Data transformation is actually a data restructuring effort. With data being as valuable of an asset as money, Chief Data Officers also need to be empowered and supported by the entire organization to make changes where needed. This is the individual responsible for data security, usage, storage, and management. To be effective, they need organizational and executive support. Reigning in departments which have been accustomed to managing “their” data, either IT and/or the business, is an extremely difficult task without organizational support. Dealing with power struggles at all levels, job insecurity, and old regime mentality, makes transformations daunting for even the brightest and experienced individuals. Data is the property of the organization. The departmental thinking must shift from “my data’ to “our data.” Gartner states that 50% of experienced CDOs will fail primarily due to lack of support and backing.

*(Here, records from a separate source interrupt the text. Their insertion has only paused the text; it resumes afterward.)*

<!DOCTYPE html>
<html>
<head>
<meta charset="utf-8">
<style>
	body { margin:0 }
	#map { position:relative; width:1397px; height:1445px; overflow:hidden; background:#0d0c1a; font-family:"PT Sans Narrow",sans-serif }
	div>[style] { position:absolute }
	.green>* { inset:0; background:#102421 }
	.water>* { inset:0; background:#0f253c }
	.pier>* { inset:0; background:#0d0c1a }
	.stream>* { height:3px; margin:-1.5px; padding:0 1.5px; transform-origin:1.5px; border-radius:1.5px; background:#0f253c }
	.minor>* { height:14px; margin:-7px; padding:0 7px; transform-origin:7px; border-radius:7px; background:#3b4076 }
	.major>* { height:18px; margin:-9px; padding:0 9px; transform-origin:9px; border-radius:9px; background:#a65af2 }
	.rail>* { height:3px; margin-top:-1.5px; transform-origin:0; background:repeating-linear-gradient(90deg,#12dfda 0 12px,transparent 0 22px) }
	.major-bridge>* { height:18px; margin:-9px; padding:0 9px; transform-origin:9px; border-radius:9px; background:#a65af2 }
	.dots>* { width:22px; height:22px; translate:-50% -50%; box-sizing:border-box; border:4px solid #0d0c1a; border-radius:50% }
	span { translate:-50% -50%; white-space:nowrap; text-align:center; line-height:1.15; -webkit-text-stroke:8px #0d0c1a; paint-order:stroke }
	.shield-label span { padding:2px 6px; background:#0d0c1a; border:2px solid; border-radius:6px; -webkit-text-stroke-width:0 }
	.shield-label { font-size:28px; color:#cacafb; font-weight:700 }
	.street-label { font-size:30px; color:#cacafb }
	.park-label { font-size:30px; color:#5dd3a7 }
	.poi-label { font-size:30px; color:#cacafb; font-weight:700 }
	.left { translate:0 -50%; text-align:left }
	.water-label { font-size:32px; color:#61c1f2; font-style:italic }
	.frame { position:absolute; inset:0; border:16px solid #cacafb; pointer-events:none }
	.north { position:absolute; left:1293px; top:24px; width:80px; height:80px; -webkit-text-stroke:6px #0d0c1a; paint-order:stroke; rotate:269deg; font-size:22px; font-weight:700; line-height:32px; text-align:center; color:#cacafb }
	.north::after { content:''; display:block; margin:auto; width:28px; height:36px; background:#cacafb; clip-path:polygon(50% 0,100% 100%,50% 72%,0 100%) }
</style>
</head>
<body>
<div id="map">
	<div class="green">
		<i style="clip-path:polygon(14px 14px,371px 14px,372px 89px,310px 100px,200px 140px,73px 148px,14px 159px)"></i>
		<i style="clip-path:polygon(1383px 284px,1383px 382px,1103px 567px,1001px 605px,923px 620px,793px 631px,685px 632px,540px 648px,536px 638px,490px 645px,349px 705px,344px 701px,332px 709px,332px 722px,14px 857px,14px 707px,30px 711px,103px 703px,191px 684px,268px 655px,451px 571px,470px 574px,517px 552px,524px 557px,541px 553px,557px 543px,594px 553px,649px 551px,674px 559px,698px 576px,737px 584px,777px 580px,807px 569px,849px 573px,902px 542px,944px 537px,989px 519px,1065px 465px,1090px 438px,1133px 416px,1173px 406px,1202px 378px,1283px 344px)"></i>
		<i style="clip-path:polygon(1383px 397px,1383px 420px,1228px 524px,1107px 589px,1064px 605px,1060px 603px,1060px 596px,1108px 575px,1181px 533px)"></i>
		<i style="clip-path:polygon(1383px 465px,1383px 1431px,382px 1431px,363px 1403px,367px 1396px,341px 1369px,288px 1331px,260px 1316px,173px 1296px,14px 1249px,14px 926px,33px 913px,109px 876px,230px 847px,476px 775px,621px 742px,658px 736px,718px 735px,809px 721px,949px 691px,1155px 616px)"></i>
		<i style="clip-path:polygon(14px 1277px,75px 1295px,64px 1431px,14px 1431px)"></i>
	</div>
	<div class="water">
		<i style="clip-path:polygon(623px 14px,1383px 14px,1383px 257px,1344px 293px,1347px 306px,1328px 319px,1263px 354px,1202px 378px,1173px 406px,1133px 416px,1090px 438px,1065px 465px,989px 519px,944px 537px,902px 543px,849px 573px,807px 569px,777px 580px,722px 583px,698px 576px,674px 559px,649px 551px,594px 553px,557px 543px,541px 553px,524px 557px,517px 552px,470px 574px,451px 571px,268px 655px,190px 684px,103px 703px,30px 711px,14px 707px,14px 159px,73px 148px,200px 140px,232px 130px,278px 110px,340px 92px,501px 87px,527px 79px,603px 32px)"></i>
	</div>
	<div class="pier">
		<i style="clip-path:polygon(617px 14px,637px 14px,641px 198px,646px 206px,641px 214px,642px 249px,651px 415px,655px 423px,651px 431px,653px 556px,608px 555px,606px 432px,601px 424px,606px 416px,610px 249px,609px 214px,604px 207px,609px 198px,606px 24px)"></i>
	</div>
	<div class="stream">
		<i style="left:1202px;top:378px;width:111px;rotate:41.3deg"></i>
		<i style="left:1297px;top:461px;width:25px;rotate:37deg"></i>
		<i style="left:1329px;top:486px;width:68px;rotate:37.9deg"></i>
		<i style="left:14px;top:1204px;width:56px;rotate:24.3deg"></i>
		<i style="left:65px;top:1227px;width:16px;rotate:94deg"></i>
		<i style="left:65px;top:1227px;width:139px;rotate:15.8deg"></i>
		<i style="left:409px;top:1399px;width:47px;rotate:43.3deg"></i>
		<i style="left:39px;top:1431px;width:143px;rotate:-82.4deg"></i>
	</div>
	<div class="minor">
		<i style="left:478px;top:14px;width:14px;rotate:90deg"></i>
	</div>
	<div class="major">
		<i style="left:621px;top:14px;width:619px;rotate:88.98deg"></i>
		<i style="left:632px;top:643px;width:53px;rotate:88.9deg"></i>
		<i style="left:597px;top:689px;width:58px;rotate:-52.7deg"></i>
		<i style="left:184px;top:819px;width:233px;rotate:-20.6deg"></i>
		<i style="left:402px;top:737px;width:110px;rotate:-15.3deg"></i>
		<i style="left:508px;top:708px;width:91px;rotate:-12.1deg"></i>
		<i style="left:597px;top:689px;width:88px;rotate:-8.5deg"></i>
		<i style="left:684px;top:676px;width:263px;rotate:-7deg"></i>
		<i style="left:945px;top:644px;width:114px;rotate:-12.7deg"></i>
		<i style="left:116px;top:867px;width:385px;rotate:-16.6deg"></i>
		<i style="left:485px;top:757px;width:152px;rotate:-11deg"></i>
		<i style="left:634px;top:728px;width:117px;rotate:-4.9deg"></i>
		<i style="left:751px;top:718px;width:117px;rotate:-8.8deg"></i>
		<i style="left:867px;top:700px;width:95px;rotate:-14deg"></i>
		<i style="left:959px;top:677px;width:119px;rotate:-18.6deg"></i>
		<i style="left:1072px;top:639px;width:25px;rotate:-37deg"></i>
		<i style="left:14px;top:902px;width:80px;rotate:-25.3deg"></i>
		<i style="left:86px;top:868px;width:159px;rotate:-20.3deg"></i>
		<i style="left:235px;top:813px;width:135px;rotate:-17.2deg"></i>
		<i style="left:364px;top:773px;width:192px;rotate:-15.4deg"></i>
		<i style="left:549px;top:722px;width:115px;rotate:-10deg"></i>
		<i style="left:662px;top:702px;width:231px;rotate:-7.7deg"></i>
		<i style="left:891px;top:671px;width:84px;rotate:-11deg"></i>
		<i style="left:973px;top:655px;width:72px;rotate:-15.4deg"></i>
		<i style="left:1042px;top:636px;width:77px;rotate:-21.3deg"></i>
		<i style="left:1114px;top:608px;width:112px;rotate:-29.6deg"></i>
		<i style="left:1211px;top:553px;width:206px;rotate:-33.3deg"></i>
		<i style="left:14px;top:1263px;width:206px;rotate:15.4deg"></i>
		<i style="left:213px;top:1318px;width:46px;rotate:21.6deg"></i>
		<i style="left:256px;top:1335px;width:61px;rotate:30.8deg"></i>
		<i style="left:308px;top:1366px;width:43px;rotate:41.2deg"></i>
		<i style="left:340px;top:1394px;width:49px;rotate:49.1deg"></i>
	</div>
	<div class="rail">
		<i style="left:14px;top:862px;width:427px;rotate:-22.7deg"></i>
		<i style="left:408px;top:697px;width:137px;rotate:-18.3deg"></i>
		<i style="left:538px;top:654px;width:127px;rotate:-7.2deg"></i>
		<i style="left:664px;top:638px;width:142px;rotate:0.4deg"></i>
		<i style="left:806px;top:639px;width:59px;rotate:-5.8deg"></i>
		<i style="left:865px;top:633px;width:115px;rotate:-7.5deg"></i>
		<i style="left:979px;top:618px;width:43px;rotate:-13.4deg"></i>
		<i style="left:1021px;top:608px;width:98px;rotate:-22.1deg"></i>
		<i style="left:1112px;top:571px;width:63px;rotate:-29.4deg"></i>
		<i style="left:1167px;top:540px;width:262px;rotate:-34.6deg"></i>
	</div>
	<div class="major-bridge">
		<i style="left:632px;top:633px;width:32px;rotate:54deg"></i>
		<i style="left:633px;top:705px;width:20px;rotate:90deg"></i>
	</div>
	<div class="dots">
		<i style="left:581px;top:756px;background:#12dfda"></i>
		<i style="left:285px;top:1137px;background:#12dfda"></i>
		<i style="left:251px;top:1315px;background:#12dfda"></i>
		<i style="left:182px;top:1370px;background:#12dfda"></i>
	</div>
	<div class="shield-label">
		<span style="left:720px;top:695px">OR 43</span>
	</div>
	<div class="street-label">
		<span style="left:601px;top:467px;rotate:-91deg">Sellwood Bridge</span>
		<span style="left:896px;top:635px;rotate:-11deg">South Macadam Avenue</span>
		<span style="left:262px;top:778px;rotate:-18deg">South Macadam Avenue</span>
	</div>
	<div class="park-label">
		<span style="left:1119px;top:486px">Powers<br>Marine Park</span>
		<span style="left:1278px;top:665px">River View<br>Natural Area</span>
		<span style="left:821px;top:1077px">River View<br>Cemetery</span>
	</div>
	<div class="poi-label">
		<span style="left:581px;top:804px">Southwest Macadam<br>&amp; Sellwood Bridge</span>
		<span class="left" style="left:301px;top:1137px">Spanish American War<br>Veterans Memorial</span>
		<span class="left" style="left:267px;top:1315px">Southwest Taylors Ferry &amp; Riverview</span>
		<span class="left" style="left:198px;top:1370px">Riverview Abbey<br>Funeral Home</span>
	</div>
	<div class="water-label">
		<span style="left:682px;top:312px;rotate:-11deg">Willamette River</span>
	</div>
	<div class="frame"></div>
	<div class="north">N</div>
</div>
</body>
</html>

The team that built the existing data environment is normally not able to see it from any other perspective except “perfect for us” with a few work-arounds. Hiring an experienced leader is another key factor for a successful transformation. Since this is a restructuring, bringing in an experienced data leader as a CDO offers quite a few benefits such as a different point of view, different experiences, and, most importantly, not being married to the existing design. Supported by an internal team, the CDO has the ability to successfully navigate a potentially tumultuous environment as well as identify areas that are working perfectly or need fine-tuning, and those that simply need to be re-architected or created. The organization benefits by gaining increased transformation momentum, organizational enthusiasm, and a solid data platform.
Finally, 3 questions to ask before embarking on a digital transformation and data centric approach are:
- Why are we doing this?
- How pain tolerant are we?
- How much are we willing to change to achieve the goal?
If the 2nd and 3rd questions create anxiety at the leadership level, invest in something else and revisit when the answer is “we are all in” – it is a transformation not a make-over. There is always the starting small approach… piecemealing things together over five to 10 years may not afford you the agility needed in today’s rapidly changing world. Equip your organization with all the tools needed to succeed in whatever decision you choose.